▶ DATA PROVIDED
=====

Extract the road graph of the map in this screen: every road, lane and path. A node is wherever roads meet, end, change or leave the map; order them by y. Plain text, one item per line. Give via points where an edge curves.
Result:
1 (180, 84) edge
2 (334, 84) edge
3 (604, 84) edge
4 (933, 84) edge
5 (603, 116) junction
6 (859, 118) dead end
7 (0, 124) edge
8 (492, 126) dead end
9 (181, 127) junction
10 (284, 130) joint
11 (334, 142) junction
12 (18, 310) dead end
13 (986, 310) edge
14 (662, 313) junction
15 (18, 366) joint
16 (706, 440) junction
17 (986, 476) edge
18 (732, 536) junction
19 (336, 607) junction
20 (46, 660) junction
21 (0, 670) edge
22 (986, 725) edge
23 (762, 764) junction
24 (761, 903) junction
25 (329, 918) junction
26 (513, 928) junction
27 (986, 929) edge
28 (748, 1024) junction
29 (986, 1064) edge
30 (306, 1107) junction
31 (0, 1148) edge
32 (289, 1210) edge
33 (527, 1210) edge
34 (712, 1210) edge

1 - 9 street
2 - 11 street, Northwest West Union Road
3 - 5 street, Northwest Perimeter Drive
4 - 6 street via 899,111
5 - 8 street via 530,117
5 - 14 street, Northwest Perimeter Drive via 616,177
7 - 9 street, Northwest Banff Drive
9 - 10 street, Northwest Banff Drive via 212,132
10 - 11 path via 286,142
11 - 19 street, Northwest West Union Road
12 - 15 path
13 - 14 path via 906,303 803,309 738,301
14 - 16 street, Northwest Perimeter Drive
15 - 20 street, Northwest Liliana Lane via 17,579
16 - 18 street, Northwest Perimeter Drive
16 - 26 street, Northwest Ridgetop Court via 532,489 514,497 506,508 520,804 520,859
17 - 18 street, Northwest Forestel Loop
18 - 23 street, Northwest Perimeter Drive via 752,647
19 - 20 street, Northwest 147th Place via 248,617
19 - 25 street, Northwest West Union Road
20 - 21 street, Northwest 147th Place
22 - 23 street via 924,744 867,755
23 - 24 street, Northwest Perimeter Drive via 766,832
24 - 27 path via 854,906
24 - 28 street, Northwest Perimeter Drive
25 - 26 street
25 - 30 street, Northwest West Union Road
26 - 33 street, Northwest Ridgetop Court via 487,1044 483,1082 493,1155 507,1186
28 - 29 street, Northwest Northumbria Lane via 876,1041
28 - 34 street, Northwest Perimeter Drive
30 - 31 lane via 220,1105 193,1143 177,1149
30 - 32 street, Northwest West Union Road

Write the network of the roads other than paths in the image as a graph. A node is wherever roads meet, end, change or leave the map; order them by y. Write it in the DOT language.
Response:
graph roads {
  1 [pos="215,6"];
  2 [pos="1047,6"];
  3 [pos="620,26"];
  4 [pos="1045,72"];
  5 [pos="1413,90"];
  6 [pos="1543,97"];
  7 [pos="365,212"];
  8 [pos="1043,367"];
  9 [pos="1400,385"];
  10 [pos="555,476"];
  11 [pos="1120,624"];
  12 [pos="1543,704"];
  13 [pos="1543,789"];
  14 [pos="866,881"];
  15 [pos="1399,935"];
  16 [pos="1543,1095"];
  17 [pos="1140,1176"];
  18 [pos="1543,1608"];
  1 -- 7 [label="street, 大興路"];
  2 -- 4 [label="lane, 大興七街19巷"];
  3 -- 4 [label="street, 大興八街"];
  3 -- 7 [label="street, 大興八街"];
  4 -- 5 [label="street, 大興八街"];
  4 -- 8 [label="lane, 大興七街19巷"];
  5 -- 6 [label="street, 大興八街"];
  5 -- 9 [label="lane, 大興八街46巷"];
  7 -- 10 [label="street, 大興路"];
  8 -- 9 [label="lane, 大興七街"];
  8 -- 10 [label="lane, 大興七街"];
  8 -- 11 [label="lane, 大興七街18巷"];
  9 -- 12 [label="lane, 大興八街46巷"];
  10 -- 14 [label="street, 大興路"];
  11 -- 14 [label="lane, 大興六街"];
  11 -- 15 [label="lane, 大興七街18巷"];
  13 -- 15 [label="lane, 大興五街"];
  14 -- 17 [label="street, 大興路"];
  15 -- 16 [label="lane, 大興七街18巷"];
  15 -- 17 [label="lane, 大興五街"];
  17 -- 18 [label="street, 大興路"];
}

=====

A complete answer reproduces every line of the records in which the word "them" occurs.

▶ ANSWER SPACE
Extract the road graph of the map in this screen: every road, lane and path. A node is wherever roads meet, end, change or leave the map; order them by y. Plain text, one item per line. Give via points where an edge curves.
Write the network of the roads other than paths in the image as a graph. A node is wherever roads meet, end, change or leave the map; order them by y. Write it in the DOT language.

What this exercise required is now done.